How long will it take to put these cards in the correct order? Well, naturally it can't take less than O(n) time. It's easy to see why. Suppose you had a magic function which automatically skimmed the entire list in no time at all to find the smallest number remaining. Then you could scan these cards and find the Ace first, and put it in the first spot. Then you find the 3, and put it in the second spot. And so on. Then the sequence of events would look like this:

  • A, 5, 7, K, 3 (we put the ace in the first spot, but we needed to move the 5 out of the way, so we just swap their positions)
  • A, 3, 7, K, 5 (3 swapped with 5)
  • A, 3, 5, K, 7
  • A, 3, 5, 7, K (sorted!) 

This is the most efficient sort possible, but even with our magic function you still have to move each card to the correct location. There are n cards, so it takes n moves. So no matter what happens, we can't do better than O(n). (Technically, it took "n-1" moves to finish, because once the first four cards are sorted, the king MUST be in the right place. There's nothing to swap with. But remember how I said before that constant multipliers don't matter? Subtracting a 1 definitely doesn't matter. In fact, we ignore any constants that are added to or subtracted from the outcome. Order of magnitude is all that counts.)

Unfortunately, we don't have a magic function that takes no time to find the Ace, so we actually have to read the cards in order to find it. How do we do this? Well, we could read the entire list manually, finding the Ace by inspecting every card. This is a technique known as a "selection sort," for the obvious reason that we are looking through the unsorted list to select the smallest number. Like in the dumb dictionary search, that would take O(n) reads to accomplish (technically n/2 on average, but constant multipliers don't matter).

But it's worse than that. Because we have to move n cards, AND we have to read n cards each time we move one. So we do n*n things, which means that this sort is O(n2).

Terrible. Remember, our dictionary had 170,000 words. You square that, and you're doing almost thirty billion operations. There must be a better way.

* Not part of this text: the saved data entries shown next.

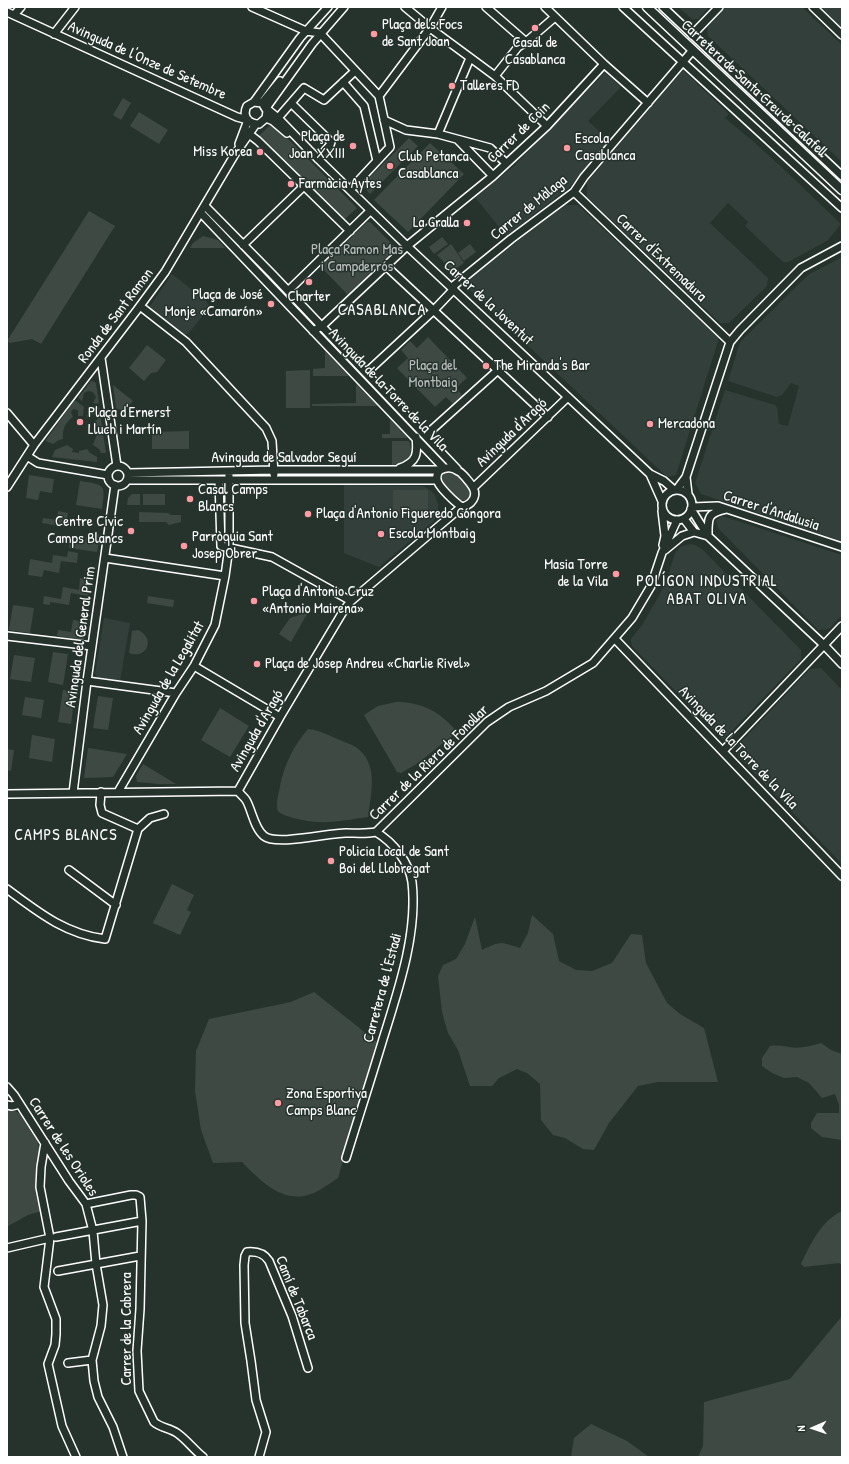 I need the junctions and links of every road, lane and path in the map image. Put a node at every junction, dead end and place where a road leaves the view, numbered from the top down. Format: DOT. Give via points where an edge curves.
graph roads {
  1 [pos="21,7"];
  2 [pos="75,7"];
  3 [pos="252,7"];
  4 [pos="328,7"];
  5 [pos="344,7"];
  6 [pos="405,7"];
  7 [pos="442,7"];
  8 [pos="486,7"];
  9 [pos="545,7"];
  10 [pos="623,7"];
  11 [pos="647,7"];
  12 [pos="663,7"];
  13 [pos="719,7"];
  14 [pos="813,7"];
  15 [pos="10,14"];
  16 [pos="555,17"];
  17 [pos="430,28"];
  18 [pos="306,31"];
  19 [pos="320,33"];
  20 [pos="54,34"];
  21 [pos="692,35"];
  22 [pos="842,35"];
  23 [pos="526,42"];
  24 [pos="693,50"];
  25 [pos="470,58"];
  26 [pos="682,62"];
  27 [pos="604,64"];
  28 [pos="294,67"];
  29 [pos="355,71"];
  30 [pos="495,76"];
  31 [pos="281,80"];
  32 [pos="343,82"];
  33 [pos="265,87"];
  34 [pos="379,96"];
  35 [pos="648,103"];
  36 [pos="292,104"];
  37 [pos="262,105"];
  38 [pos="246,109"];
  39 [pos="232,113"];
  40 [pos="266,118"];
  41 [pos="278,118"];
  42 [pos="248,120"];
  43 [pos="384,120"];
  44 [pos="256,124"];
  45 [pos="548,126"];
  46 [pos="249,134"];
  47 [pos="438,134"];
  48 [pos="458,140"];
  49 [pos="309,150"];
  50 [pos="235,154"];
  51 [pos="318,159"];
  52 [pos="377,161"];
  53 [pos="506,163"];
  54 [pos="493,176"];
  55 [pos="842,176"];
  56 [pos="304,186"];
  57 [pos="350,190"];
  58 [pos="842,190"];
  59 [pos="574,192"];
  60 [pos="842,208"];
  61 [pos="203,210"];
  62 [pos="370,211"];
  63 [pos="224,227"];
  64 [pos="350,231"];
  65 [pos="219,232"];
  66 [pos="243,245"];
  67 [pos="407,246"];
  68 [pos="842,246"];
  69 [pos="386,266"];
  70 [pos="273,275"];
  71 [pos="266,282"];
  72 [pos="453,288"];
  73 [pos="288,291"];
  74 [pos="140,306"];
  75 [pos="434,310"];
  76 [pos="322,326"];
  77 [pos="313,331"];
  78 [pos="730,342"];
  79 [pos="101,358"];
  80 [pos="498,370"];
  81 [pos="366,373"];
  82 [pos="568,397"];
  83 [pos="7,413"];
  84 [pos="548,417"];
  85 [pos="426,436"];
  86 [pos="416,437"];
  87 [pos="34,446"];
  88 [pos="27,456"];
  89 [pos="117,466"];
  90 [pos="442,469"];
  91 [pos="274,470"];
  92 [pos="396,470"];
  93 [pos="230,471"];
  94 [pos="458,471"];
  95 [pos="650,474"];
  96 [pos="108,475"];
  97 [pos="128,476"];
  98 [pos="686,477"];
  99 [pos="219,480"];
  100 [pos="229,480"];
  101 [pos="274,480"];
  102 [pos="437,480"];
  103 [pos="115,485"];
  104 [pos="7,486"];
  105 [pos="474,487"];
  106 [pos="675,489"];
  107 [pos="688,494"];
  108 [pos="662,501"];
  109 [pos="459,505"];
  110 [pos="692,508"];
  111 [pos="726,509"];
  112 [pos="662,510"];
  113 [pos="681,520"];
  114 [pos="694,532"];
  115 [pos="708,536"];
  116 [pos="229,547"];
  117 [pos="842,547"];
  118 [pos="662,553"];
  119 [pos="105,558"];
  120 [pos="226,576"];
  121 [pos="351,601"];
  122 [pos="842,626"];
  123 [pos="7,636"];
  124 [pos="614,639"];
  125 [pos="824,645"];
  126 [pos="92,646"];
  127 [pos="842,664"];
  128 [pos="194,666"];
  129 [pos="87,681"];
  130 [pos="176,693"];
  131 [pos="280,717"];
  132 [pos="723,751"];
  133 [pos="238,791"];
  134 [pos="101,792"];
  135 [pos="118,792"];
  136 [pos="73,793"];
  137 [pos="7,794"];
  138 [pos="164,814"];
  139 [pos="138,830"];
  140 [pos="376,832"];
  141 [pos="70,870"];
  142 [pos="842,876"];
  143 [pos="7,889"];
  144 [pos="116,904"];
  145 [pos="7,1087"];
  146 [pos="20,1104"];
  147 [pos="7,1105"];
  148 [pos="45,1143"];
  149 [pos="346,1158"];
  150 [pos="86,1204"];
  151 [pos="142,1221"];
  152 [pos="93,1230"];
  153 [pos="53,1237"];
  154 [pos="7,1248"];
  155 [pos="140,1256"];
  156 [pos="96,1264"];
  157 [pos="58,1271"];
  158 [pos="92,1360"];
  159 [pos="68,1363"];
  160 [pos="308,1368"];
  161 [pos="76,1457"];
  162 [pos="123,1457"];
  163 [pos="203,1457"];
  164 [pos="259,1457"];
  1 -- 15 [label="street"];
  2 -- 20 [label="street"];
  3 -- 18 [label="street"];
  4 -- 18 [label="street"];
  5 -- 19 [label="street"];
  6 -- 17 [label="street"];
  7 -- 17 [label="street"];
  8 -- 23 [label="street"];
  9 -- 16 [label="street"];
  10 -- 26 [label="street"];
  11 -- 24 [label="street, Carretera de Santa Creu de Calafell"];
  12 -- 21 [label="street, Carretera de Santa Creu de Calafell"];
  13 -- 21 [label="street"];
  14 -- 22 [label="street"];
  15 -- 20 [label="street, Avinguda de l'Onze de Setembre"];
  16 -- 23 [label="street"];
  16 -- 27 [label="street"];
  17 -- 25 [label="street"];
  17 -- 34 [label="street"];
  18 -- 19 [label="street"];
  18 -- 33 [label="street"];
  19 -- 28 [label="street"];
  19 -- 29 [label="street"];
  20 -- 39 [label="street, Avinguda de l'Onze de Setembre"];
  21 -- 55 [label="street, Carretera de Santa Creu de Calafell"];
  23 -- 30 [label="street" via="518,47"];
  24 -- 26 [label="street, Carrer de Màlaga"];
  24 -- 58 [label="street, Carretera de Santa Creu de Calafell"];
  25 -- 30 [label="street"];
  25 -- 47 [label="street"];
  26 -- 35 [label="street, Carrer de Màlaga"];
  26 -- 60 [label="street"];
  27 -- 35 [label="street"];
  27 -- 45 [label="street, Carrer de Coin"];
  28 -- 31 [label="street"];
  28 -- 37 [label="street"];
  29 -- 32 [label="street"];
  29 -- 34 [label="street"];
  30 -- 45 [label="street"];
  31 -- 33 [label="street"];
  31 -- 37 [label="street"];
  32 -- 36 [label="street" via="324,100 304,88"];
  32 -- 52 [label="street" via="364,106"];
  33 -- 37 [label="street"];
  34 -- 43 [label="street"];
  35 -- 59 [label="street, Carrer de Màlaga"];
  36 -- 41 [label="street"];
  36 -- 51 [label="street" via="331,142"];
  37 -- 38 [label="street" via="249,104"];
  37 -- 40 [label="street" via="268,114"];
  37 -- 41 [label="street, Carrer de la Joventut"];
  38 -- 39 [label="street, Avinguda de l'Onze de Setembre"];
  38 -- 42 [label="street"];
  39 -- 42 [label="street, Avinguda de l'Onze de Setembre"];
  40 -- 44 [label="street, Ronda de Sant Ramon"];
  40 -- 49 [label="street, Carrer de la Joventut"];
  41 -- 49 [label="street, Carrer de la Joventut"];
  42 -- 44 [label="street"];
  42 -- 50 [label="street, Ronda de Sant Ramon"];
  43 -- 47 [label="street" via="406,130"];
  43 -- 52 [label="street" via="390,147"];
  44 -- 46 [label="street, Ronda de Sant Ramon"];
  45 -- 53 [label="street, Carrer de Coin" via="525,142"];
  46 -- 50 [label="street, Ronda de Sant Ramon"];
  46 -- 56 [label="street"];
  47 -- 48 [label="street"];
  48 -- 53 [label="street" via="490,148"];
  48 -- 54 [label="street"];
  49 -- 51 [label="street, Carrer de la Joventut"];
  50 -- 61 [label="street, Ronda de Sant Ramon"];
  51 -- 57 [label="street, Carrer de la Joventut"];
  52 -- 57 [label="street"];
  53 -- 54 [label="street, Carrer de Coin"];
  54 -- 67 [label="street, Carrer de Coin"];
  56 -- 64 [label="street"];
  56 -- 66 [label="street"];
  57 -- 62 [label="street, Carrer de la Joventut"];
  59 -- 72 [label="street, Carrer de Màlaga" via="511,239"];
  59 -- 78 [label="street, Carrer d'Extremadura"];
  61 -- 63 [label="street, Avinguda de la Torre de la Vila"];
  61 -- 65 [label="street, Avinguda de la Torre de la Vila"];
  61 -- 74 [label="street, Ronda de Sant Ramon" via="165,272"];
  62 -- 64 [label="street"];
  62 -- 67 [label="street, Carrer de la Joventut"];
  63 -- 65 [label="street"];
  63 -- 66 [label="street, Avinguda de la Torre de la Vila"];
  64 -- 73 [label="street"];
  65 -- 71 [label="street, Avinguda de la Torre de la Vila"];
  66 -- 70 [label="street, Avinguda de la Torre de la Vila"];
  67 -- 69 [label="street, Carrer de Coin"];
  67 -- 72 [label="street, Carrer de la Joventut"];
  68 -- 78 [label="street" via="801,268"];
  69 -- 75 [label="street"];
  69 -- 76 [label="street, Carrer de Coin"];
  70 -- 71 [label="street"];
  70 -- 73 [label="street, Avinguda de la Torre de la Vila"];
  71 -- 77 [label="street, Avinguda de la Torre de la Vila"];
  72 -- 75 [label="street, Carrer de Màlaga"];
  72 -- 82 [label="street, Carrer de la Joventut"];
  73 -- 76 [label="street, Avinguda de la Torre de la Vila"];
  74 -- 79 [label="street, Ronda de Sant Ramon"];
  74 -- 91 [label="street" via="186,342 265,427 272,441"];
  75 -- 80 [label="street"];
  75 -- 81 [label="street, Carrer de Màlaga"];
  76 -- 77 [label="street, Avinguda de la Torre de la Vila"];
  76 -- 81 [label="street, Avinguda de la Torre de la Vila"];
  77 -- 86 [label="street, Avinguda de la Torre de la Vila"];
  78 -- 98 [label="street"];
  79 -- 87 [label="street, Ronda de Sant Ramon"];
  79 -- 89 [label="street"];
  80 -- 84 [label="street"];
  80 -- 85 [label="street"];
  81 -- 85 [label="street, Avinguda de la Torre de la Vila"];
  82 -- 84 [label="street, Avinguda d'Aragó"];
  82 -- 95 [label="street, Carrer de la Joventut"];
  83 -- 87 [label="street"];
  84 -- 105 [label="street, Avinguda d'Aragó"];
  85 -- 94 [label="street, Avinguda de la Torre de la Vila"];
  86 -- 90 [label="street, Avinguda de la Torre de la Vila"];
  86 -- 92 [label="street" via="416,456 404,467"];
  87 -- 88 [label="street, Ronda de Sant Ramon"];
  88 -- 96 [label="street" via="38,463"];
  88 -- 104 [label="street, Ronda de Sant Ramon"];
  89 -- 96 [label="street" via="110,470"];
  89 -- 97 [label="street" via="125,468"];
  90 -- 92 [label="street, Avinguda de Salvador Seguí"];
  90 -- 94 [label="street, Avinguda de Salvador Seguí" via="451,468"];
  90 -- 102 [label="street"];
  91 -- 92 [label="street, Avinguda de Salvador Seguí"];
  91 -- 93 [label="street, Avinguda de Salvador Seguí"];
  91 -- 101 [label="street"];
  93 -- 97 [label="street, Avinguda de Salvador Seguí"];
  93 -- 100 [label="street, Avinguda de la Legalitat"];
  94 -- 105 [label="street, Avinguda de la Torre de la Vila"];
  95 -- 106 [label="street"];
  95 -- 108 [label="street"];
  96 -- 103 [label="street" via="110,482"];
  97 -- 99 [label="street, Avinguda de Salvador Seguí"];
  97 -- 103 [label="street" via="120,486"];
  98 -- 106 [label="street"];
  98 -- 107 [label="street"];
  99 -- 100 [label="street, Avinguda de Salvador Seguí"];
  99 -- 116 [label="street" via="220,546"];
  100 -- 101 [label="street, Avinguda de Salvador Seguí"];
  100 -- 116 [label="street, Avinguda de la Legalitat"];
  101 -- 102 [label="street, Avinguda de Salvador Seguí"];
  102 -- 109 [label="street"];
  103 -- 119 [label="street, Avinguda del General Prim"];
  105 -- 109 [label="street" via="475,495 472,501"];
  106 -- 107 [label="street"];
  106 -- 108 [label="street" via="666,493"];
  107 -- 110 [label="street"];
  108 -- 112 [label="street"];
  109 -- 121 [label="street, Avinguda d'Aragó" via="451,516"];
  110 -- 111 [label="street, Carrer d'Andalusia" via="710,505"];
  110 -- 113 [label="street"];
  110 -- 115 [label="street"];
  111 -- 115 [label="street" via="715,511 711,515 708,520"];
  111 -- 117 [label="street, Carrer d'Andalusia"];
  112 -- 113 [label="street" via="671,519"];
  112 -- 118 [label="street, Carrer de la Riera de Fonollar" via="665,536"];
  113 -- 114 [label="street"];
  113 -- 118 [label="street, Carrer de la Riera de Fonollar"];
  114 -- 115 [label="street"];
  114 -- 118 [label="street" via="682,536"];
  115 -- 125 [label="street"];
  116 -- 120 [label="street, Avinguda de la Legalitat"];
  116 -- 121 [label="street" via="272,557"];
  118 -- 124 [label="street, Carrer de la Riera de Fonollar" via="651,586 632,618"];
  119 -- 120 [label="street"];
  119 -- 126 [label="street, Avinguda del General Prim"];
  120 -- 128 [label="street, Avinguda de la Legalitat" via="215,625"];
  121 -- 131 [label="street, Avinguda d'Aragó"];
  122 -- 125 [label="street"];
  123 -- 126 [label="street"];
  124 -- 132 [label="street, Avinguda de la Torre de la Vila"];
  124 -- 140 [label="street, Carrer de la Riera de Fonollar" via="593,662 546,691 509,707 487,722"];
  125 -- 127 [label="street"];
  125 -- 132 [label="street"];
  126 -- 129 [label="street, Avinguda del General Prim"];
  128 -- 130 [label="street, Avinguda de la Legalitat"];
  128 -- 131 [label="street"];
  129 -- 130 [label="street"];
  129 -- 136 [label="street, Avinguda del General Prim"];
  130 -- 135 [label="street, Avinguda de la Legalitat"];
  131 -- 133 [label="street, Avinguda d'Aragó"];
  132 -- 142 [label="street, Avinguda de la Torre de la Vila"];
  133 -- 135 [label="street, Avinguda d'Aragó"];
  133 -- 140 [label="street, Carrer de la Riera de Fonollar" via="246,799 258,827 264,835 272,839"];
  134 -- 135 [label="street, Avinguda d'Aragó"];
  134 -- 136 [label="street, Avinguda d'Aragó"];
  134 -- 139 [label="street" via="102,814"];
  136 -- 137 [label="street, Avinguda d'Aragó"];
  138 -- 139 [label="street" via="150,818"];
  139 -- 144 [label="street"];
  140 -- 149 [label="street, Carretera de l'Estadi" via="389,841 406,865 412,881 412,930 394,1004"];
  141 -- 144 [label="street"];
  143 -- 144 [label="street" via="72,931 105,939"];
  145 -- 146 [label="street, Carrer de les Orioles"];
  146 -- 147 [label="street"];
  146 -- 148 [label="street, Carrer de les Orioles"];
  148 -- 150 [label="street, Carrer de les Orioles"];
  148 -- 153 [label="street" via="40,1187"];
  150 -- 151 [label="street, Carrer de la Cabrera" via="131,1195 139,1196"];
  150 -- 152 [label="street, Carrer de les Orioles"];
  151 -- 152 [label="street"];
  151 -- 155 [label="street, Carrer de la Cabrera"];
  152 -- 153 [label="street"];
  152 -- 156 [label="street, Carrer de les Orioles"];
  153 -- 154 [label="street"];
  153 -- 161 [label="street" via="44,1287 56,1319 55,1345 49,1359 49,1368 64,1432"];
  155 -- 156 [label="street"];
  155 -- 163 [label="street, Carrer de la Cabrera" via="137,1351 140,1395 154,1422 177,1433"];
  156 -- 157 [label="street"];
  156 -- 158 [label="street, Carrer de les Orioles" via="102,1312"];
  158 -- 159 [label="street"];
  158 -- 162 [label="street, Carrer de les Orioles" via="98,1397 113,1427"];
  160 -- 164 [label="street, Camí de Tabarca" via="292,1316 267,1257 259,1252 248,1252 244,1265 245,1323 256,1400 266,1432"];
}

There is, and one example is QuickSort. QuickSort is a recursive algorithm that is a little bit tedious to explain in a blog post, but it's so successful that it is implemented as a standard feature of many languages. If you type "sort @mylist" in Perl, you are instructing Perl to perform a QuickSort in most cases. If you have some time to kill, I recommend that you look up QuickSort on Wikipedia, lay out some cards, and try to figure out how it works. It's kind of cool.

QuickSort usually requires a time of O(n*log n), and you can't do much better than that. Well, there are some tricks you can use to speed it up if you know exactly what sort of data you're dealing with, even getting pretty close to O(n) in some cases. But for the most part, you're stuck with n*log n. And this makes sense: In the dictionary example we discovered that you can find a word in O(log n) time, and it takes O(n) time to move all the numbers, so in the best case we are going to find a number as quick as possible and then move it.

If you sort a 170,000 word dictionary in O(n*log n) time, how long will it take?  Log 170,000 is about 5, and multiplied by 170,000 itself is about 900,000.  That's not fast, but it's nowhere near as bad as 30 billion.

This is the last purely academic post I'm going to write about Big O notation. By now, I'm sure some readers are asking "What's with all this theory? Am I ever going to use this professionally?"  My answer is: "You might.  For one thing, you can use it to show off in job interviews."  Next time I post about Big O, I'll explain how.

9 comments:

  1. Love the blog. Keep em coming, I am currently working for a software development company and I have a degree in Physics which makes what you say perfectly logical but I am missing much of the programming methodology you speak of. Please write more and if you could when you use an example such as QuickSort can you include equivalent functionality in other languages where possible??

    Thanks,
    Thundergod

    ReplyDelete
  2. The Wikipedia page on QuickSort is actually really good, although it is a bit long-winded, as tech pages on Wikipedia tend to be. If I've got some time to kill in later posts, I might do a whole post about QuickSort.

    ReplyDelete
  3. Love your posts. I don't know much about programming (can handle some Basic) but I love science in general and computer science is not the exception.

    ReplyDelete
  4. When I find a pack of cards lying around, I often find myself shuffling them, dealing out about 10-20, and operating a QuickSort on them.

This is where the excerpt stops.